El destino de Gateway sigue siendo indeterminado según el nuevo plan de la NASA. Muchos componentes de Gateway ya se encuentran en varios estados de ensamblaje, pero ahora no hay ningún cohete para lanzarlos una vez que estén listos y aún no hay misiones asignadas para encontrarse con el puesto avanzado propuesto. El Congreso avanzó el miércoles (4 de marzo) un proyecto de ley de autorización de la NASA revisado que respalda muchos de los cambios propuestos por Isaacman al programa Artemis, pero solo requiere que informe a los legisladores sobre el estado de Gateway dentro de unos meses de la aprobación del proyecto de ley.
Si Gateway está en la tabla de cortar, como parece probable, existe la posibilidad de que su hardware existente sea reutilizado para su uso en una posible base en la superficie lunar, que ha sido un componente de larga data de los objetivos del programa Artemis y de la visión de la NASA para una presencia humana sostenida en la luna. Una de las revisiones del proyecto de ley de autorización incluso otorga al administrador de la NASA la libertad de “reutilizar, reprogramar, reconfigurar o reasignar programas, plataformas, módulos o hardware existentes desarrollados originalmente para otros programas” con el fin de garantizar que los objetivos Artemis de la agencia espacial sean exitosos.

Cancelar futuras actualizaciones del SLS también tiene implicaciones para parte de la infraestructura terrestre de Artemis, que se está construyendo para soportar la variante de cohete más grande. Para transferir el SLS Block 1 de 322 pies de altura (98 metros) desde el VAB a su plataforma de lanzamiento, la NASA utiliza el enorme vehículo Crawler-Transporter 2 para recorrer la distancia con el cohete parado en su plataforma de lanzamiento móvil (MLP). El MLP contiene la torre de lanzamiento del SLS, que ayuda a asegurar el cohete en su lugar y proporciona los umbilicales que ayudan a alimentar el SLS antes del despegue.

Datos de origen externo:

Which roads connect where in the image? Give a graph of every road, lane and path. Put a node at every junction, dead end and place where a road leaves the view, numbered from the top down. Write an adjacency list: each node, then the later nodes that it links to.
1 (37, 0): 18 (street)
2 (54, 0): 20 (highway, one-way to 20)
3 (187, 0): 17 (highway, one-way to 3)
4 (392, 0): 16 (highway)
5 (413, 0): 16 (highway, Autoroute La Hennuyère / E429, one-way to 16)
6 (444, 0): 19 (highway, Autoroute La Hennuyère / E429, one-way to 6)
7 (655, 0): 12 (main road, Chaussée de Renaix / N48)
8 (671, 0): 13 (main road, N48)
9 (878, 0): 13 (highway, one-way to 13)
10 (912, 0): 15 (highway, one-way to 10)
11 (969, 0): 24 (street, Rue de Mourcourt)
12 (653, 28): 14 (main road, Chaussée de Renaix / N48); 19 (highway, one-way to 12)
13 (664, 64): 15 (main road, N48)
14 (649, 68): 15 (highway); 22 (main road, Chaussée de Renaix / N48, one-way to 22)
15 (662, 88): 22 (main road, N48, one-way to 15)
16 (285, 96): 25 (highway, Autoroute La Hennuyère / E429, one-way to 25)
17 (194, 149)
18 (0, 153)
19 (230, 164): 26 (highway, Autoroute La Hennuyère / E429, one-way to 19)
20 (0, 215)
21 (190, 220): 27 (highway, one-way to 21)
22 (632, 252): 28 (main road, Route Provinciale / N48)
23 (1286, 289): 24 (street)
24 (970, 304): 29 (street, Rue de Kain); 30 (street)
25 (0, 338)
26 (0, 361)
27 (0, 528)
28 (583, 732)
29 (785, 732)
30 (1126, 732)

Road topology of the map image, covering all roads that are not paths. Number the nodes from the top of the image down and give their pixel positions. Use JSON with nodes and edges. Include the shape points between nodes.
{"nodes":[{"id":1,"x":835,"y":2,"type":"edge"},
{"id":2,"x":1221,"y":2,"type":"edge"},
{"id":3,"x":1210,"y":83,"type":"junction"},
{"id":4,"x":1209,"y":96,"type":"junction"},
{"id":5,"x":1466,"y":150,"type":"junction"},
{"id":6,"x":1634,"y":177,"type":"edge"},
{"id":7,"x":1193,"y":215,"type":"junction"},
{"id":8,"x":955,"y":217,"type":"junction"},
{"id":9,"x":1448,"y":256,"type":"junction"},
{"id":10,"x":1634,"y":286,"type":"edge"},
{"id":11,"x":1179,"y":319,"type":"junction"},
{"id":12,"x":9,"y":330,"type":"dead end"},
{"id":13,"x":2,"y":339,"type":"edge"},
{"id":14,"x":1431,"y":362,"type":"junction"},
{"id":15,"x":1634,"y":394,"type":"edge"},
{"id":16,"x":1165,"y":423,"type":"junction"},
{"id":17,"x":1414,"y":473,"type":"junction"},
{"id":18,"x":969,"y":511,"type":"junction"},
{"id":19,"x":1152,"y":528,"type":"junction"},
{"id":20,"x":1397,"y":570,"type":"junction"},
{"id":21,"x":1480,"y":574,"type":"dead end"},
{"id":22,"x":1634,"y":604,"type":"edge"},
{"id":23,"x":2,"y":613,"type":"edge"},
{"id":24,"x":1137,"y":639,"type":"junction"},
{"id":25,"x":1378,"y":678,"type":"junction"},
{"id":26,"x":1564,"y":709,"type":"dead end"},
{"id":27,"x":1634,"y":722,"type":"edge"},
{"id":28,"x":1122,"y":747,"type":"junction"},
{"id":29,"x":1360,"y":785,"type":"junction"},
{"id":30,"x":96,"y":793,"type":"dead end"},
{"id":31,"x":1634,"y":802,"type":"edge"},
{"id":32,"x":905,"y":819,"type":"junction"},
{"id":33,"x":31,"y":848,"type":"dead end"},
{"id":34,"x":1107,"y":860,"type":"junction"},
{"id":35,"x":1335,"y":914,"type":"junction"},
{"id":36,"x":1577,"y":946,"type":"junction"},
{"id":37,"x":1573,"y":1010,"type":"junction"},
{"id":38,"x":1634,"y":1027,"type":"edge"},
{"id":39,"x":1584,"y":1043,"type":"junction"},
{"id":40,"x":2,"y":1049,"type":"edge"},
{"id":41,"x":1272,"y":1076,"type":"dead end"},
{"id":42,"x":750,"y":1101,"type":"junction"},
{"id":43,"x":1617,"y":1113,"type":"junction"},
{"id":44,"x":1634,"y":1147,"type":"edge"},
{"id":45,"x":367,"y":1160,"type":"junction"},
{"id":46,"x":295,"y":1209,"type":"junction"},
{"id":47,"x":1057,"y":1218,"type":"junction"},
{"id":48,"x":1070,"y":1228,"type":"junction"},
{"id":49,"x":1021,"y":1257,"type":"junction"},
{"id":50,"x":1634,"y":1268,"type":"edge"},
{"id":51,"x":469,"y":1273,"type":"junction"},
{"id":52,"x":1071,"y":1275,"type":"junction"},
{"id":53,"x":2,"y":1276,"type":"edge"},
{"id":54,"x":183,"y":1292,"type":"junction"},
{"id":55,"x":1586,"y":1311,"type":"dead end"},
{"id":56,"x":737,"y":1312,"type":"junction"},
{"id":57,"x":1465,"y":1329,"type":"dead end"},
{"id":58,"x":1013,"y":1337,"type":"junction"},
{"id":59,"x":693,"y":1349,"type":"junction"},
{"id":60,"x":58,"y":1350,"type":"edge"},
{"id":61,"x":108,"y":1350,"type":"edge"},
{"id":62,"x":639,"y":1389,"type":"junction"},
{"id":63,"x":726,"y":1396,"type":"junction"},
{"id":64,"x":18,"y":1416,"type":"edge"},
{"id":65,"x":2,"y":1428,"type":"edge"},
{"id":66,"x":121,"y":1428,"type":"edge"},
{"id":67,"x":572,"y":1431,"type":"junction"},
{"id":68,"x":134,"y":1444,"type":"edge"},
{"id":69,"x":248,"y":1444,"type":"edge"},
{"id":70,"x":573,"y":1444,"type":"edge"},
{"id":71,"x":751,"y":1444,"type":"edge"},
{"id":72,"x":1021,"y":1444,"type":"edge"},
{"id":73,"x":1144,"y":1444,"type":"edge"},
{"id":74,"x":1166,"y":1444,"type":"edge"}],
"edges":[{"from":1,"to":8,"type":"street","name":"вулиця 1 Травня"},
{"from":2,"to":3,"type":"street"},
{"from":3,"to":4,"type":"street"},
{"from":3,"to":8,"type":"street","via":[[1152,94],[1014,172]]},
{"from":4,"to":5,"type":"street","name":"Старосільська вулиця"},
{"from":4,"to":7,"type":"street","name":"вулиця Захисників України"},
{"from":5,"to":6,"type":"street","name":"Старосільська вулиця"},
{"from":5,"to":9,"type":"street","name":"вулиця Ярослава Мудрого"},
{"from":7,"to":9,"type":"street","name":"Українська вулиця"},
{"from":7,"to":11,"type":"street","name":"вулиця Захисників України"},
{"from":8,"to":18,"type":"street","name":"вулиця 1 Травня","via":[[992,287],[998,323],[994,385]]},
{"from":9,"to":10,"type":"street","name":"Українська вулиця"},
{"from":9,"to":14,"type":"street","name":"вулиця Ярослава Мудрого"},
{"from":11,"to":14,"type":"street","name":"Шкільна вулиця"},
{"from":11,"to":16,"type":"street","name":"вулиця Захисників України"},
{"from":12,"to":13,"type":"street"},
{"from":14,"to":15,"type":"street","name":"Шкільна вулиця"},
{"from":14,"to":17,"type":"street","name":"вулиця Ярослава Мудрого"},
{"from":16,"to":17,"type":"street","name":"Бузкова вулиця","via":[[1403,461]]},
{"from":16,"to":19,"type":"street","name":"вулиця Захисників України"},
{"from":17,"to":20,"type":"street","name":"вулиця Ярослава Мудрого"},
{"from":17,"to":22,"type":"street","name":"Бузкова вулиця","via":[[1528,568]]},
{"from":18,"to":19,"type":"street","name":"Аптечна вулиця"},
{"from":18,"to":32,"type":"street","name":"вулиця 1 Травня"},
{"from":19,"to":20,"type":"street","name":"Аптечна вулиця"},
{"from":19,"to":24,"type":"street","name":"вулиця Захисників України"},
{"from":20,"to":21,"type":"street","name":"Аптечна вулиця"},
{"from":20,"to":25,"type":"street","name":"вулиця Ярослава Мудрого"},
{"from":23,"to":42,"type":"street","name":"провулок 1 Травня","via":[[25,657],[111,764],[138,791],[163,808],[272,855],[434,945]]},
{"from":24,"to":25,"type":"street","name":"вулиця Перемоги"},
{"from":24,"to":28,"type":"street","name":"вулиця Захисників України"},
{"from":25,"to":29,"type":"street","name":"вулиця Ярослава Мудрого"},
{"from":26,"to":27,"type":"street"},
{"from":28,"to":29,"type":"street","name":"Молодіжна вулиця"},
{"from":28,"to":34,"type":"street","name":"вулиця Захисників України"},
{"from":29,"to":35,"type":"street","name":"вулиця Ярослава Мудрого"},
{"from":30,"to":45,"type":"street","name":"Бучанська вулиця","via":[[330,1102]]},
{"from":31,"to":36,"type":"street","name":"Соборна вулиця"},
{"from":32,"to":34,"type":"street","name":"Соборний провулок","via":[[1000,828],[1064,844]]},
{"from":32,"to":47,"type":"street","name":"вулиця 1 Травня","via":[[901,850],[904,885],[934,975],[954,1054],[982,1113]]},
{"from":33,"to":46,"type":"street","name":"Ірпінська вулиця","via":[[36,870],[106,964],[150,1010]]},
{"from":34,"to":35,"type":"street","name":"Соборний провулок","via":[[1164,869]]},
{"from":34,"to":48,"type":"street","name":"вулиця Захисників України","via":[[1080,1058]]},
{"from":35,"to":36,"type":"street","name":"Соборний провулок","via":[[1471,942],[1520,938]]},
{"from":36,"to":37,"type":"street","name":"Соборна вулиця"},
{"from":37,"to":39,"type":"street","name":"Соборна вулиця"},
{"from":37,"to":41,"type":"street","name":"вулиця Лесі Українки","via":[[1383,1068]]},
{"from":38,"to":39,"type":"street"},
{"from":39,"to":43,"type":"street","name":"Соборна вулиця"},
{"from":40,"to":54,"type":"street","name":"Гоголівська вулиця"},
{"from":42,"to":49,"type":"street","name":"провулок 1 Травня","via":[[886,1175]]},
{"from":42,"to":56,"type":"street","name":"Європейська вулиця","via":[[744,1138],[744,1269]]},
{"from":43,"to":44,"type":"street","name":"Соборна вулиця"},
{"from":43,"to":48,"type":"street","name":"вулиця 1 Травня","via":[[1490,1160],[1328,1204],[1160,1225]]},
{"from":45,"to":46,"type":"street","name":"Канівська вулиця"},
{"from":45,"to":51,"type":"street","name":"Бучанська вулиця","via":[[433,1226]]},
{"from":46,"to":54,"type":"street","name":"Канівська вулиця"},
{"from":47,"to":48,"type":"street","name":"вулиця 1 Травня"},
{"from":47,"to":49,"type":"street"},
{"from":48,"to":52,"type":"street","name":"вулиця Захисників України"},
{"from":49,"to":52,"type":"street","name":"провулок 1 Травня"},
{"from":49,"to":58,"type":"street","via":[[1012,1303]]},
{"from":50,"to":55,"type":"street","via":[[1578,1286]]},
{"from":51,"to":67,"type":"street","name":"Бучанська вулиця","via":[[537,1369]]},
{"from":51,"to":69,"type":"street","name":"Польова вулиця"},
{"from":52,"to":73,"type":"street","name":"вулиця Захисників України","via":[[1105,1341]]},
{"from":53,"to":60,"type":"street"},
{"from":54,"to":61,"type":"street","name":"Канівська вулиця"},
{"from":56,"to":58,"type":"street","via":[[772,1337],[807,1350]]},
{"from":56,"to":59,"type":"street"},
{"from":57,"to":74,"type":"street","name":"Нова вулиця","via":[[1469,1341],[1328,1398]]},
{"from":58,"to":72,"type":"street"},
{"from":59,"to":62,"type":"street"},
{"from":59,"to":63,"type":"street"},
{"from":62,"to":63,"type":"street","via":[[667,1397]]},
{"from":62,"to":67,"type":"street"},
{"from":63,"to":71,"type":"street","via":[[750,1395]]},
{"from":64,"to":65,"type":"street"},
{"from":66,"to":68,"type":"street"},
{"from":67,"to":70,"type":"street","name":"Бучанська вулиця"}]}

Las actualizaciones de bloques anteriores a SLS fueron lo suficientemente sustanciales como para requerir la creación de un MLP (Mobile Launcher 2) separado, en lugar de actualizar la plataforma existente. Pero en una actualización del 3 de marzo, la NASA confirmó que “la agencia ya no planea utilizar Exploration Upper Stage o Mobile Launcher 2”.
El contrato para Mobile Launcher 2 se adjudicó en 2019 y ha costado alrededor de 1.600 millones de dólares hasta la fecha, de los cuales ya se ha pagado alrededor del 98%. Siete años después, el Mobile Launcher 2 está a punto de completarse fuera del VAB, pero es posible que nunca cumpla su propósito original. Y depender de un único MLP para respaldar los lanzamientos de Artemis con menos de un año de diferencia podría provocar un atasco en la agenda. El SLS MLP requirió renovación por los daños causados después del lanzamiento de Artemis 1 en noviembre de 2022.
La preparación del lanzador móvil existente para un vuelo de Artemis 4 con una nueva etapa superior basada en Centaur V podría llevar un año o más, porque el trabajo iría más allá de la renovación normal posterior al lanzamiento. Los ingenieros tendrían que reconfigurar los umbilicales de la etapa superior, las interfaces eléctricas y de fluidos y los sistemas de control, y luego completar las pruebas para certificar la actualización para el lanzamiento de SLS.
Sin embargo, perder potencialmente Gateway, o tener que detener la construcción y/o reutilizar el hardware de Mobile Launcher 2, no es necesariamente una pérdida total para la NASA o el programa Artemis. La agencia tiene una larga trayectoria en la reutilización o evolución de hardware masivo para su uso en misiones nuevas o revisadas. Elementos de ambos podrían utilizarse para apoyar a Artemis u otras misiones futuras a medida que los planes de la NASA continúen evolucionando.